Mahalom Hoque @ Mahalom Sheikh v. State of Meghalaya
2022-10-19
W.DIENGDOH
body2022
DigiLaw.ai
JUDGMENT 1. Heard Md. I. Hussain, learned counsel for the petitioner who has submitted that this application under Section 438 Cr.P.C. has been filed before this Court with a prayer for grant of pre-arrest bail to the petitioner. 2. Before hearing the parties, this Court has called for the relevant case record and on perusal of the same, it is seen that an FIR was lodged before the Officer-in-Charge, Wage Asi OGC, North Garo Hills by the father of the alleged victim girl who is said to be a minor of 15 years of age informing the police that one person from Assam named Sahinur Ali of Village Simlabari P.S. Lakhipur had eloped with his minor daughter on 23.12.2020 and all efforts to trace his daughter proved futile. Hence, the FIR. 3. The police on receipt of the said FIR had accordingly registered a case being Women P.S. Case No. 03 (01) of 2021 under Section 366 (A) IPC and investigation was launched. 4. In course of investigation, the police came to know that the minor daughter of the informant and the accused are having a love affair and that the said minor girl was staying with the family of the said accused. Accordingly, the police team went to the house of the accused at Simlabari and rescued the minor girl from the house of the accused where she was brought back to her parent's house. 5. The I/O has also made repeated attempt to arrest the accused confirmed as the petitioner herein, but every attempt to apprehend him failed.
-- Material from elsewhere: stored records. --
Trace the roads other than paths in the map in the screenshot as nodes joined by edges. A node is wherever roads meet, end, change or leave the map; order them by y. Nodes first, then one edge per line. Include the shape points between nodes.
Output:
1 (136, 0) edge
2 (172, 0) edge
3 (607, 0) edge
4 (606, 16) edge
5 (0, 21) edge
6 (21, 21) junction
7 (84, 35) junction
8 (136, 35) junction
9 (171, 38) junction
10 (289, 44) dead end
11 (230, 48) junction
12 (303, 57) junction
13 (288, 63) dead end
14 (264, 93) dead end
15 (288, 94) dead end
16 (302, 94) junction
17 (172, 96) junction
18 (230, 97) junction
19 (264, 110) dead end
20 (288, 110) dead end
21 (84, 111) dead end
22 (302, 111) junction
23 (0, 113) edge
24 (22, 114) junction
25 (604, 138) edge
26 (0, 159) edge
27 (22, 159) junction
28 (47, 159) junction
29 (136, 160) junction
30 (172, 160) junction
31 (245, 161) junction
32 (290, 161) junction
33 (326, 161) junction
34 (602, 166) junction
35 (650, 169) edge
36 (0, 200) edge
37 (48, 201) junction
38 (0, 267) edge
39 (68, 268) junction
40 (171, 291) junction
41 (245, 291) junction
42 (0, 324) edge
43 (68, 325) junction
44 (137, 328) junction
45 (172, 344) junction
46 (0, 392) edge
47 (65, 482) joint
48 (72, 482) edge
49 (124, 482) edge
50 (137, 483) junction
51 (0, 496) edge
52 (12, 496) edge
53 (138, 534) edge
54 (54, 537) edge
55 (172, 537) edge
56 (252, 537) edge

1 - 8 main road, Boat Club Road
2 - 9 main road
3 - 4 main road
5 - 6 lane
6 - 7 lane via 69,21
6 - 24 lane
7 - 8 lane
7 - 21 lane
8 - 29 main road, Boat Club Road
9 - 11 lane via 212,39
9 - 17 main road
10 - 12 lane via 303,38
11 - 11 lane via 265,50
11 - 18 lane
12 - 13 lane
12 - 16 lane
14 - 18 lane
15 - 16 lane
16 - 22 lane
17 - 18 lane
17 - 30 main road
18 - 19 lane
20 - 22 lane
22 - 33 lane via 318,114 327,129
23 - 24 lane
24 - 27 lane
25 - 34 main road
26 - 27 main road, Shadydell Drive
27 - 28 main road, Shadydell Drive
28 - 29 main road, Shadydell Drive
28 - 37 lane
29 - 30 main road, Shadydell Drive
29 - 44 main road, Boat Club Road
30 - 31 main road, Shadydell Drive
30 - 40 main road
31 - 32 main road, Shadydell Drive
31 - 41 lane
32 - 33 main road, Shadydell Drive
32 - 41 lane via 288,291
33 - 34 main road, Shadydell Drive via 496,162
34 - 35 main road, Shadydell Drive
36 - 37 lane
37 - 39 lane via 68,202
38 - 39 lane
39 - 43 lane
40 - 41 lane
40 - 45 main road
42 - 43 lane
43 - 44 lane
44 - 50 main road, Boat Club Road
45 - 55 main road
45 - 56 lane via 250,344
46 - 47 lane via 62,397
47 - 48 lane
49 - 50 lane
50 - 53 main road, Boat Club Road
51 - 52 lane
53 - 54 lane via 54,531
Eventually, the accused/petitioner was declared an absconder and a lookout notice was issued against him. 6. In the meantime, the I/O had recorded the statement of the alleged victim as well as other witnesses and on the conclusion of investigation, prima facie evidence have been found well established against the absconding accused/petitioner under Section 366 (A)/344/376(3) IPC read with Section 3 (a)/4 POCSO Act. 7. The learned counsel for the petitioner has submitted that the petitioner has no knowledge of the case against him and it was only when the police came a number of times to his house to search for him was he made aware of the said case.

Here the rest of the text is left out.